--- START ---

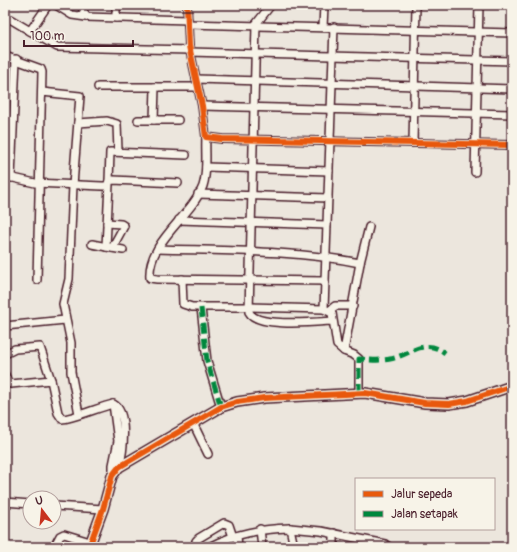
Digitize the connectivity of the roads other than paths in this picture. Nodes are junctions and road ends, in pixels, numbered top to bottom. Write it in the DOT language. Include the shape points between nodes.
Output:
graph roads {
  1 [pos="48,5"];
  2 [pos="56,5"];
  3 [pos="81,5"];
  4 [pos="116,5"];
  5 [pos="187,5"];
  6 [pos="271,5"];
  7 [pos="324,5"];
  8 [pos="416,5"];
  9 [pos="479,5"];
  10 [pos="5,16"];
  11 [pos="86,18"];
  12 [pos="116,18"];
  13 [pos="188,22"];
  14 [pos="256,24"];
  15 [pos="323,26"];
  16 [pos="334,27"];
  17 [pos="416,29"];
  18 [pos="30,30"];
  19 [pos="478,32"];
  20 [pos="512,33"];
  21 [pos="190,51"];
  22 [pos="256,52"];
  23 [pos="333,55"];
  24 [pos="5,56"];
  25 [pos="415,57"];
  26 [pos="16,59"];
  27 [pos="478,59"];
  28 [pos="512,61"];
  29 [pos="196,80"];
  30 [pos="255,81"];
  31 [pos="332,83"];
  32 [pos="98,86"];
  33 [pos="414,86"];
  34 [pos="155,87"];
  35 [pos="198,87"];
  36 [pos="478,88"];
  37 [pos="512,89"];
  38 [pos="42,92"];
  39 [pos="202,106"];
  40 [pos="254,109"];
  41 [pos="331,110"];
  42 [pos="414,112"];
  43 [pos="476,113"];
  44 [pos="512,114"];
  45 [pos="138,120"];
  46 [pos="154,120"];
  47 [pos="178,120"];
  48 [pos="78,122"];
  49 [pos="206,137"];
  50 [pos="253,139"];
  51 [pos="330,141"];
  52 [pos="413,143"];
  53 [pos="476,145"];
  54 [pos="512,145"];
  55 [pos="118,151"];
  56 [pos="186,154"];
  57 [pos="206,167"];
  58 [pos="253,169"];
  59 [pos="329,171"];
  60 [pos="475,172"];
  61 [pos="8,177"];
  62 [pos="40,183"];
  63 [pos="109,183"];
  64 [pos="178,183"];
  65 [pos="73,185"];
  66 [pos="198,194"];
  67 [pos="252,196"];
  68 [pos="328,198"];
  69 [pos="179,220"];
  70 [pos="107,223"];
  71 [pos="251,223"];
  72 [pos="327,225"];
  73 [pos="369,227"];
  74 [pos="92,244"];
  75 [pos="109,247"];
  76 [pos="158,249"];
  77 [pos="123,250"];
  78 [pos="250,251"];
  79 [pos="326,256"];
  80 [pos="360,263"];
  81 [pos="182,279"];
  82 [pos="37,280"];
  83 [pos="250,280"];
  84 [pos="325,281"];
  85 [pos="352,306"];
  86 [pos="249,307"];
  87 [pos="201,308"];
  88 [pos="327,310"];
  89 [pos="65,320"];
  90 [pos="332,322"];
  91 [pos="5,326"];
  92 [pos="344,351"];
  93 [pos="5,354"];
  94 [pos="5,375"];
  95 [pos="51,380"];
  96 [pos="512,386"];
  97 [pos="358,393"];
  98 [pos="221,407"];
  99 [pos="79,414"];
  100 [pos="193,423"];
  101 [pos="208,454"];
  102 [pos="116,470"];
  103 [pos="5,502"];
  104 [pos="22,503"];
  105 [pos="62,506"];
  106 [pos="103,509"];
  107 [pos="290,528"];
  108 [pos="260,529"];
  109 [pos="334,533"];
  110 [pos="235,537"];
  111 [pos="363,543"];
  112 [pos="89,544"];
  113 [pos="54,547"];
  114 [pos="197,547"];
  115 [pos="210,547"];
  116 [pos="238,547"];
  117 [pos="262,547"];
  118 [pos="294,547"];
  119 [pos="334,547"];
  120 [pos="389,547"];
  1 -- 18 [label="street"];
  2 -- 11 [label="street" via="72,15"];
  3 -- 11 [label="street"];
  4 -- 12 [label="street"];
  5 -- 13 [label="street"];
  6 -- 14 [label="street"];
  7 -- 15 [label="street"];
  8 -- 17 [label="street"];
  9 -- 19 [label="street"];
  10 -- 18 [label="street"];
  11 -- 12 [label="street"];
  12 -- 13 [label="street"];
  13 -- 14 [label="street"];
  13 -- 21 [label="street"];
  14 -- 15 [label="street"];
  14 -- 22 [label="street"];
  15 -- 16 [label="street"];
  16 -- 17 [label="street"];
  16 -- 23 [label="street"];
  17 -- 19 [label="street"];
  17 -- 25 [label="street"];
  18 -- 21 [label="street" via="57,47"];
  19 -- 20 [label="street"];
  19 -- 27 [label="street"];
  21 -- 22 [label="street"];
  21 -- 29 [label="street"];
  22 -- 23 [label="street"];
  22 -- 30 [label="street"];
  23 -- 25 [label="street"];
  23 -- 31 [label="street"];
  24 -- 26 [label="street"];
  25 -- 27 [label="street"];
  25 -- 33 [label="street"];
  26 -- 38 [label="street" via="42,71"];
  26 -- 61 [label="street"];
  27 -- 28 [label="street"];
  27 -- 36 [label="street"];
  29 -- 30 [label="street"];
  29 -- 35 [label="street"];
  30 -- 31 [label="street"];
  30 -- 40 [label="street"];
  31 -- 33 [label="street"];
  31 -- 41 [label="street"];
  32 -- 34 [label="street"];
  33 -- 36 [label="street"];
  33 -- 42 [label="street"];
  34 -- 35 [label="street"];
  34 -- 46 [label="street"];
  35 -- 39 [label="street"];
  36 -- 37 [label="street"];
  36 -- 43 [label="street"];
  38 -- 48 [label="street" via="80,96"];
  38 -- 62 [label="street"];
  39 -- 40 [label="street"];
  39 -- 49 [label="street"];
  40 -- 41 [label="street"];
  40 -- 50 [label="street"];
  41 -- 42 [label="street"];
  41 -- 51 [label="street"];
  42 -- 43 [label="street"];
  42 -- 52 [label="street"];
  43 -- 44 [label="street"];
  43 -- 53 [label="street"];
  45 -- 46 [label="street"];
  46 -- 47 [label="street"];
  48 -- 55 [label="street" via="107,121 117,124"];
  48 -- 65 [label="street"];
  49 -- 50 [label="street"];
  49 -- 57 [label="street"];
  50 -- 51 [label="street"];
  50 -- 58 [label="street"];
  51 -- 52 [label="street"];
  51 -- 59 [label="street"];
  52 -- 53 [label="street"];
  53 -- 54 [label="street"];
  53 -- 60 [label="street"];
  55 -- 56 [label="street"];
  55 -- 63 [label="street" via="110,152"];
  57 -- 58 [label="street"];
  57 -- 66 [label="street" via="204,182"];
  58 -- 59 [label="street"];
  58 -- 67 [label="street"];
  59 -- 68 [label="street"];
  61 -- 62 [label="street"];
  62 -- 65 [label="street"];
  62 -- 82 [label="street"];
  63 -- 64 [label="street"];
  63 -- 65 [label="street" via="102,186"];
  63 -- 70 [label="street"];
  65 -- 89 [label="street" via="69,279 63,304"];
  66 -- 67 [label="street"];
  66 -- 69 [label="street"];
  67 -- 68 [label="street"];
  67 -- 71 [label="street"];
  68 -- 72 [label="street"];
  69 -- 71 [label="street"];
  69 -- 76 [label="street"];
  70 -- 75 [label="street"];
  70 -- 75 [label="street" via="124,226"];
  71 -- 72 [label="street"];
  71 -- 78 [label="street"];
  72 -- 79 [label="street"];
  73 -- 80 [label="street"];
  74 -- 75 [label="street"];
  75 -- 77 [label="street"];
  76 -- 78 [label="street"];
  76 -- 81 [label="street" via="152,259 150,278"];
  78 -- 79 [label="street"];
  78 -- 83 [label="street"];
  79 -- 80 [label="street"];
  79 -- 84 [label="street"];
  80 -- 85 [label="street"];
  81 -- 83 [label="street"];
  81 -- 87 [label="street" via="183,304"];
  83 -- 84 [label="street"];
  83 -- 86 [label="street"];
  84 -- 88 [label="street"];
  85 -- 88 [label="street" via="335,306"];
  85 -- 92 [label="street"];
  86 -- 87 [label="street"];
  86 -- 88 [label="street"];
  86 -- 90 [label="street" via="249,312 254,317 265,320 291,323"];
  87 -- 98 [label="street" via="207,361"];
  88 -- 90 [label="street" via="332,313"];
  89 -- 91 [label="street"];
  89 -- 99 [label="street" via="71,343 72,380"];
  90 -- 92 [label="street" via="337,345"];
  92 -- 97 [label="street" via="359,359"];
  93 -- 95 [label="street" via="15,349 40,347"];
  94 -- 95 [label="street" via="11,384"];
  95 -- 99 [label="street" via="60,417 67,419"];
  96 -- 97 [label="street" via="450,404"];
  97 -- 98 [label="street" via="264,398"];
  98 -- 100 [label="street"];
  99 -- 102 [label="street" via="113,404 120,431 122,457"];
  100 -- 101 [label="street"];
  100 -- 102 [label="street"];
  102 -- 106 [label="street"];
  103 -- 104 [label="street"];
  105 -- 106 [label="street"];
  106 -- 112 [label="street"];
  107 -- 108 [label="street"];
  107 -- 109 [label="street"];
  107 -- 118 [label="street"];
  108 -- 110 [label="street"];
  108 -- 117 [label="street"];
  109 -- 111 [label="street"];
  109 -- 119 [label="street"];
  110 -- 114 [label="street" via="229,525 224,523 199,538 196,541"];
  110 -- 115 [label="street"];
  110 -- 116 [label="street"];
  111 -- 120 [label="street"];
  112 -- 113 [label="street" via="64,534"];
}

--- END ---

**Your assignment**: Whenever the string "roads" occurs in a line of the entries above, copy that line.

**Output below**:
Digitize the connectivity of the roads other than paths in this picture. Nodes are junctions and road ends, in pixels, numbered top to bottom. Write it in the DOT language. Include the shape points between nodes.
graph roads {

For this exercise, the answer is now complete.